'''

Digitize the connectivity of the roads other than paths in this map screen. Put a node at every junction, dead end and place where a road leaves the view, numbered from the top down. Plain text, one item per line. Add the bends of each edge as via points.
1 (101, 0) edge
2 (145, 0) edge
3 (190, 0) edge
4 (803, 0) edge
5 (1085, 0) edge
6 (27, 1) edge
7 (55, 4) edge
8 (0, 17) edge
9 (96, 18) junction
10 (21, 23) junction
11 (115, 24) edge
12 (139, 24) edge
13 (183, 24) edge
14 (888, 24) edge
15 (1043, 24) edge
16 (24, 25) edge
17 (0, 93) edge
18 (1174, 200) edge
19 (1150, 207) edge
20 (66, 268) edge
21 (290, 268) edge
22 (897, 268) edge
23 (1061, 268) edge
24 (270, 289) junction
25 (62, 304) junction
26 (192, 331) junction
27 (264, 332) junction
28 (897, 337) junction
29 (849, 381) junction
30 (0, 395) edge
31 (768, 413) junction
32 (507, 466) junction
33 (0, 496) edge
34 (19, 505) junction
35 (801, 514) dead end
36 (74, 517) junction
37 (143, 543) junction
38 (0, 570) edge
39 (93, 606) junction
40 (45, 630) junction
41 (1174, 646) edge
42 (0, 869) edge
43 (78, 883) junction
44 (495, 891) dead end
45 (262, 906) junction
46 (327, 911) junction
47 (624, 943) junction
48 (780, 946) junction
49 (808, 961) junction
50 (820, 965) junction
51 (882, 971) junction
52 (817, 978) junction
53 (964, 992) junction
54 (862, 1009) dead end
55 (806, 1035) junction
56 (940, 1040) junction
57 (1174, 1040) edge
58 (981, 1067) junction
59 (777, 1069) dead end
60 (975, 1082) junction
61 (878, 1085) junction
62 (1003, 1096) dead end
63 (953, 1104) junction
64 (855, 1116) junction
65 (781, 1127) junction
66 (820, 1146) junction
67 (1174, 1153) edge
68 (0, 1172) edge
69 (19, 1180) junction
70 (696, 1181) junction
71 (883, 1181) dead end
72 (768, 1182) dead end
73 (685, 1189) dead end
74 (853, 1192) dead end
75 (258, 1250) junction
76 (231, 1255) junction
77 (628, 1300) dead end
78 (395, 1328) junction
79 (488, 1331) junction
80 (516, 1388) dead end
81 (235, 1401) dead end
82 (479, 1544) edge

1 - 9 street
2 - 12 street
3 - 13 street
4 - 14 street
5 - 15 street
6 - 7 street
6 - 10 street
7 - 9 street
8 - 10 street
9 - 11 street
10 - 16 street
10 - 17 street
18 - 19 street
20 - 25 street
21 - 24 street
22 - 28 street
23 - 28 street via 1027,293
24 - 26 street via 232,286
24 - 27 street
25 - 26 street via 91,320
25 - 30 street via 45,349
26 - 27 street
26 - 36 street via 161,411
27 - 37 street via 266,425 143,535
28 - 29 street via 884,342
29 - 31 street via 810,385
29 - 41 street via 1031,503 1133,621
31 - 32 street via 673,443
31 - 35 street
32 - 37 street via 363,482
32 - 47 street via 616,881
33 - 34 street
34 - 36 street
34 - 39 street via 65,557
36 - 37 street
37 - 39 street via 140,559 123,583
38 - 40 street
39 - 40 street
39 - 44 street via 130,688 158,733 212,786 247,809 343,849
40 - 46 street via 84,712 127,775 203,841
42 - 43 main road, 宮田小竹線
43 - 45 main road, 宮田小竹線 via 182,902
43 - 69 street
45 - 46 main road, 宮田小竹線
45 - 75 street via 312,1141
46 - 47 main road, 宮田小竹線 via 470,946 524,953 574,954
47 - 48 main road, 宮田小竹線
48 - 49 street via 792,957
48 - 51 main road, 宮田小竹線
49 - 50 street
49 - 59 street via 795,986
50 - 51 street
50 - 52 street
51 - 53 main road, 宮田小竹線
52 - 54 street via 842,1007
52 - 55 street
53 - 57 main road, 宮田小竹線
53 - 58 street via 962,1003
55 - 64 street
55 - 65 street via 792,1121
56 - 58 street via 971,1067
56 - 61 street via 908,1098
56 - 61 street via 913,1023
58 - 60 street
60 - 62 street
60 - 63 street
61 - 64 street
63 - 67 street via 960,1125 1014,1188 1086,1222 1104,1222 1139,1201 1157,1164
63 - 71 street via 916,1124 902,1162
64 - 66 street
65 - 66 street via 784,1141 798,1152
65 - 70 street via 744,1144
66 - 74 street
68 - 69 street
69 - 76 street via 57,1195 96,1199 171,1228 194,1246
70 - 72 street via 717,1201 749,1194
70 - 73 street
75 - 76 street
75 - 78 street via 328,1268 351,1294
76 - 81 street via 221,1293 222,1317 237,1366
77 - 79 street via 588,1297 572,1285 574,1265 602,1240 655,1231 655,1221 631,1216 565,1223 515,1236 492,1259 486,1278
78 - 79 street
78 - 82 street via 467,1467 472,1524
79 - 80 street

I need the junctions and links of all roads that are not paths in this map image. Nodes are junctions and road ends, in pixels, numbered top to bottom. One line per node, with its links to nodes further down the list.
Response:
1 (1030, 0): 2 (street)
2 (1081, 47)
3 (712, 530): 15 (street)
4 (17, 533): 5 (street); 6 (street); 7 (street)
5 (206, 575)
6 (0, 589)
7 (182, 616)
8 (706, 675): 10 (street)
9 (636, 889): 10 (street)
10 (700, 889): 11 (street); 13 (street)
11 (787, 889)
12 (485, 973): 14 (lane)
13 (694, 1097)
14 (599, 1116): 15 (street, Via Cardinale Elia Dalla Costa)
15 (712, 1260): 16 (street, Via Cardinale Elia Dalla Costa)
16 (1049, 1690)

'''

**WORK INSTRUCTIONS:** Where a line in the listing above includes the string "Elia", copy that line.

**ANSWER SPACE:**
14 (599, 1116): 15 (street, Via Cardinale Elia Dalla Costa)
15 (712, 1260): 16 (street, Via Cardinale Elia Dalla Costa)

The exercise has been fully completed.